Furthermore, the activation of the inflammatory process also plays an essential role in painful symptoms: in fact, patients with KOA (knee osteoarthritis) who have an increased IPFP volume tend to have symptomatic OA [24, 25]. In individuals with KOA, particular cartilage autoantigens produced can activate immune cells, which then secrete a variety of cytokines and adipokines in response to the local inflammatory state [26].

MRI is essential for getting quantitative information on IPFP in patients with OA, providing direct proof of IPFP involvement in the etiology of KOA.

With our study, we would like to demonstrate a correlation between dimensional variations of the IPF and aging. Moreover, also another study showed a decrease in IPFP volume in moderate and end-stage OA compared to controls as well as a difference in IPFP hypointense signal [36]. Surprisingly, no variation in suprapatellar fat pad was identified between groups, suggesting IPFP's unique involvement in OA [27]. Additionally, it appears that a higher maximum sagittal cross-sectional area of the Hoffa's fat pad is beneficial for avoiding structural alterations and knee pain [25, 28, 29].

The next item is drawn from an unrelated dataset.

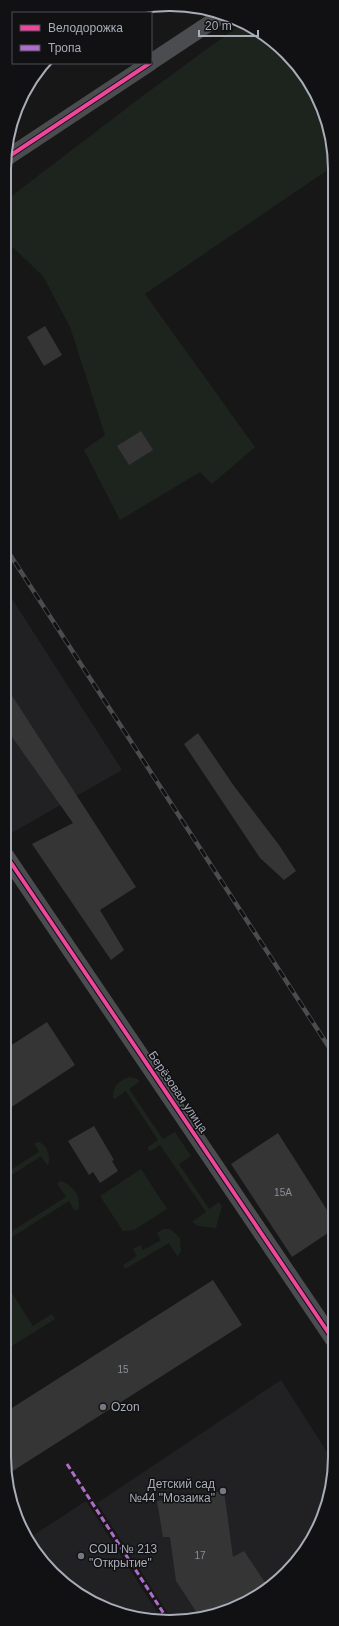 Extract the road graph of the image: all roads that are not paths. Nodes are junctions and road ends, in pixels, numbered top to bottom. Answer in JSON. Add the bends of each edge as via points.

However, this constitutes only a starting point for further assessments that may be addressed in the future in other studies, such as the relationship between the serum level of cytokines and adipokines and the size and signaling characteristics of IPFP in MRI; how the characteristics of IPFP in MRI are correlated with the symptoms of OA, even after drug therapy; how MRI features of IPFP can represent an early marker of OA development.

The role of MRI is and will therefore be fundamental not only for the diagnosis of osteoarthritis, but also for the follow-up during therapy and for the prevention of the pathology, being able to also use it as a screening in patients at risk.

Limitations of this study are that it is the retrospective, the limited number of operators (only 2); moreover, the study only included patients with knee osteoarthritis; consequently, it could be valuable in future studies to compare the dimensional variations of Hoffa's fat pad between osteoarthritic and healthy patients.

Conclusions

The study shows that with aging Hoffa’s fat pad, for both male and female patients affected by knee osteoarthritis, undergoes a progressive thinning, detectable by measuring its thickness on sagittal MRI sequences.

This work represents a start point for further studies in the future: the mechanisms underlying the role of Hoffa's fat pad in the symptoms of knee osteoarthritis and in the degenerative processes of articular cartilage; the association between serum levels of various adipokines and the properties of Hoffa's fat pad as measured by MRI; how the characteristics of Hoffa's fat pad on MRI change after therapeutic interventions for osteoarthritis; whether the characteristics of Hoffa's fat pad can be used as a biomarker for imaging of knee osteoarthritis in general; and whether local fatty tissues in other joints are related to joint pain.